# EXERCISE DETAILS
Collect all lines below with the string "Привольная".

# PROVIDED MATERIAL

—————

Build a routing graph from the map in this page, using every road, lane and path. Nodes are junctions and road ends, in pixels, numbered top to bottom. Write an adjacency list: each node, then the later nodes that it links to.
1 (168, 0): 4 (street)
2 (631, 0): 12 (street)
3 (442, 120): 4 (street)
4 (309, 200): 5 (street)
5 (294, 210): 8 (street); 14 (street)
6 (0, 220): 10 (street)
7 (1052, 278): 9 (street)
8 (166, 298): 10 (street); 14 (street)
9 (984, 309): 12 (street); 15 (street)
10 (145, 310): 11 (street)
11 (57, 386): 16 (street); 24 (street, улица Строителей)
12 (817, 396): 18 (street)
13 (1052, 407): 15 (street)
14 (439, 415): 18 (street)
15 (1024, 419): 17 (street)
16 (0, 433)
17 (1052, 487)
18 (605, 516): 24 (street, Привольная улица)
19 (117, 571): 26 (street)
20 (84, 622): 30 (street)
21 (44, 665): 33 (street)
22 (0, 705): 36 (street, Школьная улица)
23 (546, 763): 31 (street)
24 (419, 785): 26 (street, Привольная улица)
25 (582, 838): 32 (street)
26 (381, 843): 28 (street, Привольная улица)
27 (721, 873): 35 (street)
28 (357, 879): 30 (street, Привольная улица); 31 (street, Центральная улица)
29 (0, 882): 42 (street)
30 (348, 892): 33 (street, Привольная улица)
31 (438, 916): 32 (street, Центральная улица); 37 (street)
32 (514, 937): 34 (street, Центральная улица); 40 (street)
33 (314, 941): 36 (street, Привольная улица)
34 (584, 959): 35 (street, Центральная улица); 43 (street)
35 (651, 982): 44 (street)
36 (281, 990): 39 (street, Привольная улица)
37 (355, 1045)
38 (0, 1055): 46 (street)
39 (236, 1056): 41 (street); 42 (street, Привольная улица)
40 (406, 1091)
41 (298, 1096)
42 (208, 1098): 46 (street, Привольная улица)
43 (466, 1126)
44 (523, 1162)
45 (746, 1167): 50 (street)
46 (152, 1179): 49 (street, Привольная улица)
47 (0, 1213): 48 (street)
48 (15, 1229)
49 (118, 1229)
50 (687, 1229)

—————

# TASK ANSWER
18 (605, 516): 24 (street, Привольная улица)
24 (419, 785): 26 (street, Привольная улица)
26 (381, 843): 28 (street, Привольная улица)
28 (357, 879): 30 (street, Привольная улица); 31 (street, Центральная улица)
30 (348, 892): 33 (street, Привольная улица)
33 (314, 941): 36 (street, Привольная улица)
36 (281, 990): 39 (street, Привольная улица)
39 (236, 1056): 41 (street); 42 (street, Привольная улица)
42 (208, 1098): 46 (street, Привольная улица)
46 (152, 1179): 49 (street, Привольная улица)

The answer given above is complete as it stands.